Mantova, 4 febbraio 2026 – Un episodio che ha destato preoccupazione è avvenuto ieri mattina a Monzambano, in provincia di Mantova, dove un ragazzo di 16 anni è stato fermato dai carabinieri mentre si recava a scuola con uno zaino contenente armi improprie, tra cui un tirapugni.
Il sequestro del tirapugni e del coltello
Il giovane studente, residente a Monzambano, stava aspettando il pullman per raggiungere la scuola nel vicino comune di Villafranca, in provincia di Verona, quando è stato notato da una pattuglia dei carabinieri. L’atteggiamento nervoso del ragazzo ha spinto i militari a procedere a un controllo più approfondito. All’interno dello zaino sono stati trovati un pugnale con lama lunga 13 centimetri, un tirapugni e uno scalpello lungo 14 centimetri. Questi oggetti, non certo idonei per un ambiente scolastico, hanno portato alla denuncia del giovane per il reato di porto abusivo d’armi.
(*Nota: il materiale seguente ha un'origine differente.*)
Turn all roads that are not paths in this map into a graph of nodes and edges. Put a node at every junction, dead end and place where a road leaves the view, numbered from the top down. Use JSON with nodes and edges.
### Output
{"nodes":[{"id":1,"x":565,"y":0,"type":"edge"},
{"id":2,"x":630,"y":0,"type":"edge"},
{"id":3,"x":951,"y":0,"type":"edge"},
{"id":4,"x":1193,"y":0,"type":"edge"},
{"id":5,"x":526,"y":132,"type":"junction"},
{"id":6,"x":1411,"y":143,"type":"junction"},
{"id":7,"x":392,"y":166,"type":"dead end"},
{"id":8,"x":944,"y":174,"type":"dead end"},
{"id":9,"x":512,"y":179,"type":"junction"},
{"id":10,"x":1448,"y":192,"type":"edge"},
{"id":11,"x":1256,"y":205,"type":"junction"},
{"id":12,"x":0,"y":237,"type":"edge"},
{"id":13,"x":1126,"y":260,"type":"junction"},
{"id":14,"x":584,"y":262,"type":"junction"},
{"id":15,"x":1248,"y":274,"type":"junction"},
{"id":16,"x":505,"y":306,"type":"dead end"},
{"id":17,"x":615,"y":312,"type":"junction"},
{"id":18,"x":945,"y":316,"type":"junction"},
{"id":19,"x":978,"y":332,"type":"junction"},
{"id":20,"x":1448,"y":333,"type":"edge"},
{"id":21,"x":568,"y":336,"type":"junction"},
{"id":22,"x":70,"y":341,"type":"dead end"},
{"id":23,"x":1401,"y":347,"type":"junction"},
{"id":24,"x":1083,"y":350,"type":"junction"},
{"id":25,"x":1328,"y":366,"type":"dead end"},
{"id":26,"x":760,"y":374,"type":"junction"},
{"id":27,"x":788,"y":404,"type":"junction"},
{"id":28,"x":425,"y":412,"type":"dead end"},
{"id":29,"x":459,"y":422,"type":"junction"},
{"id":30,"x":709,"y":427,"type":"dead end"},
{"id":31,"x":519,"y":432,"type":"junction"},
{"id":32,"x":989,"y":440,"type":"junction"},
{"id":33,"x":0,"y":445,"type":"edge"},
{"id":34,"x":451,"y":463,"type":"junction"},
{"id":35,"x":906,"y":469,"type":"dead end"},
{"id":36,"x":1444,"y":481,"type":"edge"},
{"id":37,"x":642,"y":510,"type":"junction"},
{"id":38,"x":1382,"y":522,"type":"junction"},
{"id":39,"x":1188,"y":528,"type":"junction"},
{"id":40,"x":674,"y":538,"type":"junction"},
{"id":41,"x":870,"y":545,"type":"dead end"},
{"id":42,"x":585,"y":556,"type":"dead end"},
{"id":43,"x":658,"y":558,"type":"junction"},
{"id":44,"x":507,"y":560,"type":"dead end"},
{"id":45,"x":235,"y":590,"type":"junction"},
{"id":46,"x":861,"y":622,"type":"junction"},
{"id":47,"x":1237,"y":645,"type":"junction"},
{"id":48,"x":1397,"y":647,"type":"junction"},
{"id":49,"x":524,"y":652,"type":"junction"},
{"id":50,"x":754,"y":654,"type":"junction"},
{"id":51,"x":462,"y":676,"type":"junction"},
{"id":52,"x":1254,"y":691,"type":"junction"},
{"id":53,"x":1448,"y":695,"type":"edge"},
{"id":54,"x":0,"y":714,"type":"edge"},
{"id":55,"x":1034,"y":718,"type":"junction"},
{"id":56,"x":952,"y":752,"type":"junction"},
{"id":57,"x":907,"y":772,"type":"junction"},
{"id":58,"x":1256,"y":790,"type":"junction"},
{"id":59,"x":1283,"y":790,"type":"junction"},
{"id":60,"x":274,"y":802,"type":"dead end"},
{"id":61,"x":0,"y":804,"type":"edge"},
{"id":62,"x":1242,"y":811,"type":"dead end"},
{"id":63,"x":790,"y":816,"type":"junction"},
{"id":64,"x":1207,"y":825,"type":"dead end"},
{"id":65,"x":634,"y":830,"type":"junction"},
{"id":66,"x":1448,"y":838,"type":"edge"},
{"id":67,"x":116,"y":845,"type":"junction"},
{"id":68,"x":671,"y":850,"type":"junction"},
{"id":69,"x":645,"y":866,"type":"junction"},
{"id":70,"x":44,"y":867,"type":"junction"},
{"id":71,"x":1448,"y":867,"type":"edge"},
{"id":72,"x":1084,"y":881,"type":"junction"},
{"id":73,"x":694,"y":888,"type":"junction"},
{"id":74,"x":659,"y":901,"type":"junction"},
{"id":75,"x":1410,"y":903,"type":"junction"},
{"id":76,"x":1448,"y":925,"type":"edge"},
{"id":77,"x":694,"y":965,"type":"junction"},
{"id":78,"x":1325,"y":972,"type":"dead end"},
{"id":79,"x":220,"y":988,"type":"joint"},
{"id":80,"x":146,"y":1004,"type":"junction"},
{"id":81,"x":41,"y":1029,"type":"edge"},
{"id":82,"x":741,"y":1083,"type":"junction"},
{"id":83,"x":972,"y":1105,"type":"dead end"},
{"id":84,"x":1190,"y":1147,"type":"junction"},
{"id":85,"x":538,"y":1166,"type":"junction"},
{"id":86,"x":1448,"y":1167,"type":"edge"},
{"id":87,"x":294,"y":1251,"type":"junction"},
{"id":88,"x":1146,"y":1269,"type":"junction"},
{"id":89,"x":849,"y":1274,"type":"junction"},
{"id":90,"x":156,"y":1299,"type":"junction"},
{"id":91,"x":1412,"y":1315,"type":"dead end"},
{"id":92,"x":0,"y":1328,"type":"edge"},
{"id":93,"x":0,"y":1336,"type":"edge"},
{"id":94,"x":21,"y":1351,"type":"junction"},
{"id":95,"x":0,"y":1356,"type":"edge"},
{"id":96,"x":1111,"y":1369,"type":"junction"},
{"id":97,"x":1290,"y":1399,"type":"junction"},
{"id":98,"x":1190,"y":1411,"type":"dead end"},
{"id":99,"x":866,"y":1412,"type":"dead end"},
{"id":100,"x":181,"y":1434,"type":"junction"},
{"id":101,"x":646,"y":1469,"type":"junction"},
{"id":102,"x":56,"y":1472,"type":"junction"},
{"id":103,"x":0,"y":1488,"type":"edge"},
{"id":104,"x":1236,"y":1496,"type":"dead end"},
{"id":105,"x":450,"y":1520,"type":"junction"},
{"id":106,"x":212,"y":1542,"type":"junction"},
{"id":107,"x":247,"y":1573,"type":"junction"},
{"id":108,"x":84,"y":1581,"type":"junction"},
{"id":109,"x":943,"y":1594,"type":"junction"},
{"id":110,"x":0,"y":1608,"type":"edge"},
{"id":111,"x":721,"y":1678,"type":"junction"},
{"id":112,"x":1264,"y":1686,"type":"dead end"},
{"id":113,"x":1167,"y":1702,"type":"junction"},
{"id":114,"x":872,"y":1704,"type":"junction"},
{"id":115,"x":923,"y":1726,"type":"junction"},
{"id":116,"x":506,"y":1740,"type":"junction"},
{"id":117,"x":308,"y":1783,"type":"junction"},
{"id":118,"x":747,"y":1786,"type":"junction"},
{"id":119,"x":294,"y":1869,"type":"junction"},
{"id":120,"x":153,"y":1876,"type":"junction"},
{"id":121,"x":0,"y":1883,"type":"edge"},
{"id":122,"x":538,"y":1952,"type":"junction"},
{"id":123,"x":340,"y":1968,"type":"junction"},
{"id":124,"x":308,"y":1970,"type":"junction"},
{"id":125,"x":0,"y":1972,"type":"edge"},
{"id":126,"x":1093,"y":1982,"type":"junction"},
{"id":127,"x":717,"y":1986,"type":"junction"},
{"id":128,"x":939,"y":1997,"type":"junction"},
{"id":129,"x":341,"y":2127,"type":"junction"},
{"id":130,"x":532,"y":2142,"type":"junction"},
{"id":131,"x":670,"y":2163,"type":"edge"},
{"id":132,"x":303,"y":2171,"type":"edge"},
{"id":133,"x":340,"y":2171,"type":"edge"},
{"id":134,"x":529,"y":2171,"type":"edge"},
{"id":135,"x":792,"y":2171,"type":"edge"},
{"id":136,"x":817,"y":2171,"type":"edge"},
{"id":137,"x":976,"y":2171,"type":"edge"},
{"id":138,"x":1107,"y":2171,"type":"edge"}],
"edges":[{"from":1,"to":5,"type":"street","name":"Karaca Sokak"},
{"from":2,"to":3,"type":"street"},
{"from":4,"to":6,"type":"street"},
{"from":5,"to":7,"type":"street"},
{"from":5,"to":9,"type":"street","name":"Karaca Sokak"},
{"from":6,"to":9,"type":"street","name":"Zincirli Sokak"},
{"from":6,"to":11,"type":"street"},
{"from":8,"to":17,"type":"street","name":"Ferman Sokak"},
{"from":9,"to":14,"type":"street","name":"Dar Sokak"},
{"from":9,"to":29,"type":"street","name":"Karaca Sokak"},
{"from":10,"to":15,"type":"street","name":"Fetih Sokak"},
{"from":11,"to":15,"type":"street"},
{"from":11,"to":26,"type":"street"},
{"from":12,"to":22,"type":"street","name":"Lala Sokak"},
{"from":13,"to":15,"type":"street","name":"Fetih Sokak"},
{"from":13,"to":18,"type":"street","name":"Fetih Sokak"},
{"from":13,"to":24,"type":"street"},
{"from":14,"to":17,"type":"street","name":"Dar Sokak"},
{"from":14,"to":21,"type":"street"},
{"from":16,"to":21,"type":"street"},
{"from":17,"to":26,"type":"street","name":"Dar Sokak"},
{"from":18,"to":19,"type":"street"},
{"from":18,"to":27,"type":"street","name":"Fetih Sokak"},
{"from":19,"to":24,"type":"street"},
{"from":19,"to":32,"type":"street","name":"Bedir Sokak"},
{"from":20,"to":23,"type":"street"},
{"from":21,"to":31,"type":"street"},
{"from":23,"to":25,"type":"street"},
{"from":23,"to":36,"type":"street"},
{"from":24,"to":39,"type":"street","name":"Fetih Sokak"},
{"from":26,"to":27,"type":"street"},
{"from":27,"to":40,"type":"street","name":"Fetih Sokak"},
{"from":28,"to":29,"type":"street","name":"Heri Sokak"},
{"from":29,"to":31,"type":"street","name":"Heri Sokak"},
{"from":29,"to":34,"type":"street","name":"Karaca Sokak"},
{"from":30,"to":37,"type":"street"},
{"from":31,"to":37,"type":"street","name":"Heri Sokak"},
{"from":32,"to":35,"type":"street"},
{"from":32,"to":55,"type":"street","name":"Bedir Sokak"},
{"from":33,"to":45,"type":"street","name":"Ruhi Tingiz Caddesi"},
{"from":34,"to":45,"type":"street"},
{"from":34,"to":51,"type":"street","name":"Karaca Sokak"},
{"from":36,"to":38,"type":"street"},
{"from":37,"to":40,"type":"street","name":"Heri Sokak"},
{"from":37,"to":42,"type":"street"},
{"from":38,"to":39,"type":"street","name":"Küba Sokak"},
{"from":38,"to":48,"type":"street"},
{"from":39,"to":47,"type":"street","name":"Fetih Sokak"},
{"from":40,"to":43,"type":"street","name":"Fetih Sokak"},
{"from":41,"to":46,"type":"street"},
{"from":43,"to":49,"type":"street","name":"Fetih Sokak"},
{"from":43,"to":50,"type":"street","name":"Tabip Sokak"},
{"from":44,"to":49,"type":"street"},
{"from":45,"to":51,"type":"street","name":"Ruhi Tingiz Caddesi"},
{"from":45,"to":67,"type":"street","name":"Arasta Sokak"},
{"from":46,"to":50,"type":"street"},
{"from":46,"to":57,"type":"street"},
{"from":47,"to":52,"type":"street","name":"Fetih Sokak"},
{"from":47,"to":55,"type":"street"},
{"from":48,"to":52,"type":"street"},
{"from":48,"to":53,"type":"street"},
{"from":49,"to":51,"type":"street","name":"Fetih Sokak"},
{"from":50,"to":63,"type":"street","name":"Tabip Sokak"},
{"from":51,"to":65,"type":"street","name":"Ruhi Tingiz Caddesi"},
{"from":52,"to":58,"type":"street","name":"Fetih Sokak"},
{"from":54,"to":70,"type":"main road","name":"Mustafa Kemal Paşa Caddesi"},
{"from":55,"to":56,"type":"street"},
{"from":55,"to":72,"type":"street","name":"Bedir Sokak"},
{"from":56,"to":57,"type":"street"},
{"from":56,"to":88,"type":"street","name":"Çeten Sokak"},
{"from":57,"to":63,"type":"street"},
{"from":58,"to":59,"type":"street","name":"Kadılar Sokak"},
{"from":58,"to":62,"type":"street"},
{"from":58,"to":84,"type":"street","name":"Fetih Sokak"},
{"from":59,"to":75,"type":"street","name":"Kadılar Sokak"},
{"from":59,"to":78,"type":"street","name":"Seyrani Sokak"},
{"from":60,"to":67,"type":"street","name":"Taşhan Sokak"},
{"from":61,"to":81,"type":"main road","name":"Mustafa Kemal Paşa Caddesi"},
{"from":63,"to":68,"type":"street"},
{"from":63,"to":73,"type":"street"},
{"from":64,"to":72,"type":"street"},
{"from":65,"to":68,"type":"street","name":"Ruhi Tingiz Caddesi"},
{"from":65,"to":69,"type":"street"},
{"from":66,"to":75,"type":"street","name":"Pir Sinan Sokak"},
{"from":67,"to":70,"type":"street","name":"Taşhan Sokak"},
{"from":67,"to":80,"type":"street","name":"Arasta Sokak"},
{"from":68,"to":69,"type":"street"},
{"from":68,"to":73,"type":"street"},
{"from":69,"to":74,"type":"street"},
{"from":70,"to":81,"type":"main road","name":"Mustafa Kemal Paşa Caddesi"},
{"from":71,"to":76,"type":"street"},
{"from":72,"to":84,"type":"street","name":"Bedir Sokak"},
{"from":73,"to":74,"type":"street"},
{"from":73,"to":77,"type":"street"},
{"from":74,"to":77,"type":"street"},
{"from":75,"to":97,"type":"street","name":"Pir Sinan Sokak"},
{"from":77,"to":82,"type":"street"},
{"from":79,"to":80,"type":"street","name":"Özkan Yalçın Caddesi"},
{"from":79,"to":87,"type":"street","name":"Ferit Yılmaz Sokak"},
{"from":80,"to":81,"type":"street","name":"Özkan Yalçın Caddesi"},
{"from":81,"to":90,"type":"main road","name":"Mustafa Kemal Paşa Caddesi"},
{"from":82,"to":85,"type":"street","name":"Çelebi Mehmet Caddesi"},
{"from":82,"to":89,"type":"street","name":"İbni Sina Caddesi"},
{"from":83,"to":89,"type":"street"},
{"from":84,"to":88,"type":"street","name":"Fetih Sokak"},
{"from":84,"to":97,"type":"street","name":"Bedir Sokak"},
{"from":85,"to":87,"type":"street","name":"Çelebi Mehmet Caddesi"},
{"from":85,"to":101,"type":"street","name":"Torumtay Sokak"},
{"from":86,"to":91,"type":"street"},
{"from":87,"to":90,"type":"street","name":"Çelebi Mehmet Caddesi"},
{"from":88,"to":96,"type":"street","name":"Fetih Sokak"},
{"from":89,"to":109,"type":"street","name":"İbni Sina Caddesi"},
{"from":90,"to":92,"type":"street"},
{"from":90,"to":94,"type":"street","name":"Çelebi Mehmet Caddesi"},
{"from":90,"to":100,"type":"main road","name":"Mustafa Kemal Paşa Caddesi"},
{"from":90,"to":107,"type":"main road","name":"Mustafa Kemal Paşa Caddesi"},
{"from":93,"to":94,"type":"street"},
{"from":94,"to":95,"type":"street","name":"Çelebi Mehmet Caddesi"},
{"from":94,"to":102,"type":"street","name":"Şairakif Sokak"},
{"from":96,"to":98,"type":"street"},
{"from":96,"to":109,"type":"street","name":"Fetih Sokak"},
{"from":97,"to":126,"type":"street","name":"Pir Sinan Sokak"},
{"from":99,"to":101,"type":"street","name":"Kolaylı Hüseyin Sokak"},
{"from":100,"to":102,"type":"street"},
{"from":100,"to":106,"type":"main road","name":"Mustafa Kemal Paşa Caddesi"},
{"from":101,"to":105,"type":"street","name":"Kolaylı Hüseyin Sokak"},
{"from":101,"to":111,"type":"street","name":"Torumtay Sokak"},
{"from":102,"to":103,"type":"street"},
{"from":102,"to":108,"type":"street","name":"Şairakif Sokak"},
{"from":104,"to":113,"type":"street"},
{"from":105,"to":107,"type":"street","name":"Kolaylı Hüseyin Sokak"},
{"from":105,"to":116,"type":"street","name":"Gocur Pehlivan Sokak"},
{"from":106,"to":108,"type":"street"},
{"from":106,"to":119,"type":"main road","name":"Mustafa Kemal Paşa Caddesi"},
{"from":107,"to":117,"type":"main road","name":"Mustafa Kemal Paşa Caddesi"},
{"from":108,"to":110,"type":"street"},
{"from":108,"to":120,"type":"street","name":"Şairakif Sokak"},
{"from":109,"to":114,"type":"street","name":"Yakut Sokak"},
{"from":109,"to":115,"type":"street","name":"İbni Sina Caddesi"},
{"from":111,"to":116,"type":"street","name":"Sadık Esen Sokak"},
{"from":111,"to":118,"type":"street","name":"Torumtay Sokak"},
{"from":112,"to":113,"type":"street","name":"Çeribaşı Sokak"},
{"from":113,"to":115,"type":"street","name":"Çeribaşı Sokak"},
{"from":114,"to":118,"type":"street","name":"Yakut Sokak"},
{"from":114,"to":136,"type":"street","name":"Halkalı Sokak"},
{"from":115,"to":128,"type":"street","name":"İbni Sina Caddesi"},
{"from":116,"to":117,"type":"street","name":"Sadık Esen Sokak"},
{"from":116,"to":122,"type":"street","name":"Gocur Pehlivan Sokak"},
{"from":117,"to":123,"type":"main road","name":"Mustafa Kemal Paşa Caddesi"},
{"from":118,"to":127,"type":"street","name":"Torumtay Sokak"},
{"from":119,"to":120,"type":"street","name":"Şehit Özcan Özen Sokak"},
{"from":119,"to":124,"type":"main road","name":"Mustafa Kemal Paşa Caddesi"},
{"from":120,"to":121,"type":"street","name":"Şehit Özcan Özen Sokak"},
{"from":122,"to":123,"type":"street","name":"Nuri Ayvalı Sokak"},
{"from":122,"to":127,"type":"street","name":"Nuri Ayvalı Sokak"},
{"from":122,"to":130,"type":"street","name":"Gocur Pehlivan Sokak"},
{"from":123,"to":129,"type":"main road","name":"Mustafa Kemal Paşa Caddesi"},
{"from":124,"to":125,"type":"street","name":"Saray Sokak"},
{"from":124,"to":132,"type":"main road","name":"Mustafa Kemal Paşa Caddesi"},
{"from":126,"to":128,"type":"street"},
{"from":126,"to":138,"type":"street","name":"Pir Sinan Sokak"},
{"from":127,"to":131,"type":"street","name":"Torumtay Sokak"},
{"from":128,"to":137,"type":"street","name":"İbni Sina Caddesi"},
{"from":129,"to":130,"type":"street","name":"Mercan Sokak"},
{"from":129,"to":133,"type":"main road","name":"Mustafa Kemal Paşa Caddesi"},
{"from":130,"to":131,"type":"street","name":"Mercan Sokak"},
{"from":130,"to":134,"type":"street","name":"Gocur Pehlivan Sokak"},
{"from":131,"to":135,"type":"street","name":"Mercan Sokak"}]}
Indagini in corso per chiarire i motivi
Il 16enne non ha fornito spiegazioni sul motivo per cui portasse con sé quell’arsenale nascosto tra i materiali scolastici. Le indagini da parte delle autorità competenti, coordinate dalla Procura della Repubblica presso il tribunale per i minorenni di Brescia, sono tuttora in corso. Si cerca di accertare se il ragazzo avesse intenzione di compiere qualche azione punitiva contro compagni di classe o se stesse trasportando gli oggetti per conto di terzi.